May said the President's intervention in Title II was unusual, with a statement and "wink and a nod" that while the FCC was independent, this is what he wanted to happen. He also pointed out that the FCC had been drafting a decision that did not reclassify ISPs under Title II.

May said there was certainly the appearance that the agency's independence was jeopardized and on the basis of political considerations, not its expertise.

Johnson said it was obvious they weren't acting independently. He also said the committee had still not been able to get the FCC to give it a copy of that original non-Title II draft.

May said the President's support of set-top rules suggested a troubling pattern.

Sen. Heidi Heitkamp (D-N.D.) took up for regulators, but not necessarily for the process, saying Congress should be clearer in its legislation and that was a reason regulators were filling that gap with lengthy regs.

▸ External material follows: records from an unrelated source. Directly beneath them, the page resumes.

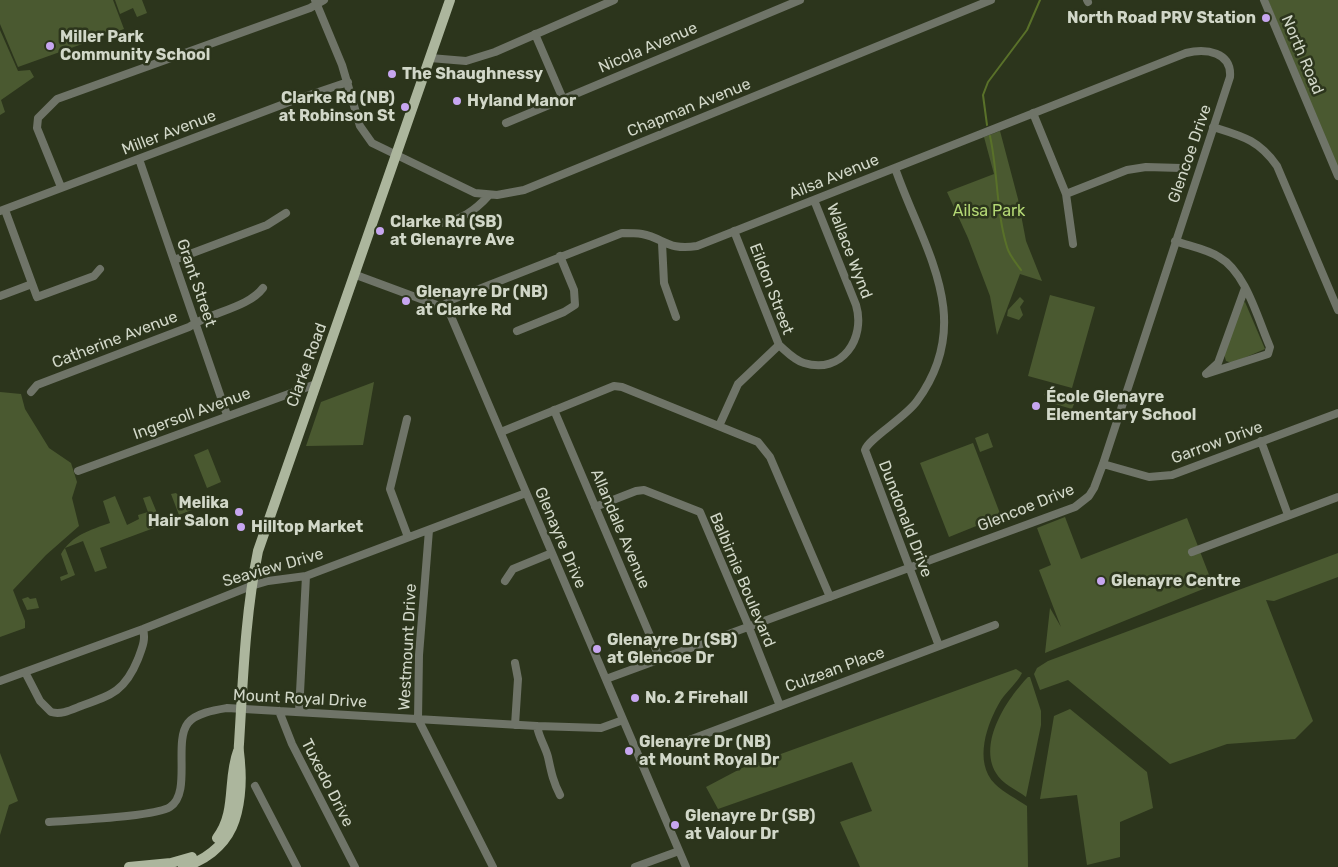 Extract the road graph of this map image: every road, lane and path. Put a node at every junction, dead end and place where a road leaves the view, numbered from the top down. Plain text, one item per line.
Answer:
1 (324, 0) edge
2 (450, 0) edge
3 (614, 0) edge
4 (800, 0) edge
5 (991, 0) edge
6 (1264, 0) edge
7 (316, 2) edge
8 (535, 34) junction
9 (430, 58) junction
10 (1231, 69) joint
11 (348, 82) junction
12 (563, 99) junction
13 (1033, 113) junction
14 (506, 123) dead end
15 (1213, 127) junction
16 (398, 156) junction
17 (139, 159) junction
18 (895, 168) junction
19 (1181, 168) dead end
20 (1338, 176) edge
21 (61, 188) junction
22 (1066, 194) junction
23 (489, 195) junction
24 (814, 200) junction
25 (2, 211) edge
26 (286, 213) dead end
27 (439, 223) dead end
28 (734, 231) junction
29 (1175, 241) junction
30 (662, 243) junction
31 (1073, 244) dead end
32 (560, 256) junction
33 (174, 260) junction
34 (100, 269) dead end
35 (356, 275) junction
36 (32, 284) junction
37 (263, 288) dead end
38 (1245, 288) junction
39 (0, 296) edge
40 (440, 307) junction
41 (1338, 310) edge
42 (676, 316) dead end
43 (195, 323) junction
44 (518, 331) dead end
45 (779, 345) junction
46 (316, 384) junction
47 (31, 392) dead end
48 (554, 410) junction
49 (1338, 413) edge
50 (227, 415) junction
51 (407, 419) dead end
52 (719, 426) junction
53 (500, 432) junction
54 (1261, 442) junction
55 (1103, 464) junction
56 (78, 471) dead end
57 (526, 493) junction
58 (1338, 497) edge
59 (596, 507) junction
60 (1288, 515) junction
61 (429, 530) junction
62 (408, 537) junction
63 (1192, 552) dead end
64 (552, 553) junction
65 (910, 568) junction
66 (306, 576) junction
67 (505, 581) dead end
68 (251, 586) junction
69 (830, 598) junction
70 (995, 625) dead end
71 (749, 627) junction
72 (143, 629) junction
73 (939, 646) junction
74 (660, 659) junction
75 (515, 663) dead end
76 (24, 672) junction
77 (606, 679) junction
78 (0, 681) edge
79 (780, 706) junction
80 (241, 708) junction
81 (279, 711) junction
82 (299, 712) junction
83 (418, 718) junction
84 (623, 720) junction
85 (515, 725) junction
86 (537, 726) junction
87 (684, 742) dead end
88 (238, 750) junction
89 (255, 786) dead end
90 (560, 796) dead end
91 (49, 822) dead end
92 (678, 851) junction
93 (129, 867) edge
94 (183, 867) edge
95 (298, 867) edge
96 (354, 867) edge
97 (493, 867) edge
98 (635, 867) edge
99 (686, 867) edge

1 - 7 street
2 - 9 main road, Clarke Road
3 - 8 street
4 - 12 street, Nicola Avenue
5 - 23 street, Chapman Avenue
6 - 20 street, North Road
7 - 11 street, Chapman Avenue
7 - 21 street
8 - 9 street
8 - 12 street
9 - 16 main road, Clarke Road
10 - 13 street, Ailsa Avenue
10 - 15 street, Glencoe Drive
11 - 16 street, Chapman Avenue
11 - 17 street, Miller Avenue
12 - 14 street, Nicola Avenue
13 - 18 street, Ailsa Avenue
13 - 22 street
15 - 29 street, Glencoe Drive
15 - 41 street
16 - 23 street, Chapman Avenue
16 - 35 main road, Clarke Road
17 - 21 street, Miller Avenue
17 - 33 street, Grant Street
18 - 24 street, Ailsa Avenue
18 - 65 street, Dundonald Drive
19 - 22 street
21 - 25 street, Miller Avenue
22 - 31 street
23 - 27 street
24 - 28 street, Ailsa Avenue
24 - 45 street, Wallace Wynd
25 - 36 street
26 - 33 street
28 - 30 street, Ailsa Avenue
28 - 45 street, Eildon Street
29 - 38 street
29 - 55 street, Glencoe Drive
30 - 32 street, Ailsa Avenue
30 - 42 street
32 - 40 street, Ailsa Avenue
32 - 44 street
33 - 43 street, Grant Street
34 - 36 street
35 - 40 street
35 - 46 main road, Clarke Road
36 - 39 street
37 - 43 street, Catherine Avenue
38 - 38 street
40 - 53 street, Glenayre Drive
43 - 47 street, Catherine Avenue
43 - 50 street, Grant Street
45 - 52 street, Eildon Street
46 - 50 street, Ingersoll Avenue
46 - 68 main road, Clarke Road
48 - 52 street
48 - 53 street
48 - 59 street, Allandale Avenue
49 - 54 street, Garrow Drive
50 - 56 street, Ingersoll Avenue
51 - 62 street
52 - 69 street
53 - 57 street, Glenayre Drive
54 - 55 street, Garrow Drive
54 - 60 street
55 - 65 street, Glencoe Drive
57 - 61 street, Seaview Drive
57 - 64 street, Glenayre Drive
58 - 60 street
59 - 71 street, Balbirnie Boulevard
59 - 74 street, Allandale Avenue
60 - 63 street
61 - 62 street, Seaview Drive
61 - 83 street, Westmount Drive
62 - 66 street, Seaview Drive
64 - 67 street
64 - 77 street, Glenayre Drive
65 - 69 street, Glencoe Drive
65 - 73 street, Dundonald Drive
66 - 68 street, Seaview Drive
66 - 82 street
68 - 72 street, Seaview Drive
68 - 80 main road, Clarke Road
69 - 71 street, Glencoe Drive
70 - 73 street, Culzean Place
71 - 74 street, Glencoe Drive
71 - 79 street, Balbirnie Boulevard
72 - 76 street, Seaview Drive
72 - 76 street
73 - 79 street, Culzean Place
74 - 77 street, Glencoe Drive
75 - 85 street
76 - 78 street, Seaview Drive
77 - 84 street, Glenayre Drive
79 - 87 street, Culzean Place
80 - 81 street, Mount Royal Drive
80 - 88 main road, Clarke Road
80 - 91 street, Mount Royal Drive
81 - 82 street, Mount Royal Drive
81 - 96 street, Tuxedo Drive
82 - 83 street, Mount Royal Drive
83 - 85 street, Mount Royal Drive
83 - 97 street, Westmount Drive
84 - 86 street, Mount Royal Drive
84 - 92 street, Glenayre Drive
85 - 86 street, Mount Royal Drive
86 - 90 street
88 - 93 main road, Clarke Road
88 - 94 main road, Clarke Road
89 - 95 street
92 - 98 street
92 - 99 street, Glenayre Drive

She conceded changes need to be made regarding advance notice of rulemakings and cost-benefit analyses for regulations—areas of reform she thought had common ground—but that it was not productive to simply hammer regulators over what was Congress' failure to be more specific in its laws.

Heitkamp said the argument about process should not be as partisan as it is. She said Congress had failed to provide enough guidance, which had not only allowed agencies to legislate but required them to do so.

Johnson said he was also surprised it was partisan and that regulatory reform bills have not been able to get traction. 

Sen. Kelly Ayotte (R-N.H.) agreed that Congress needed to take some responsibility and write tighter laws.

May said one of the problems with less-than-tight congressional direction is the FCC's "public interest standard," which is overly broad.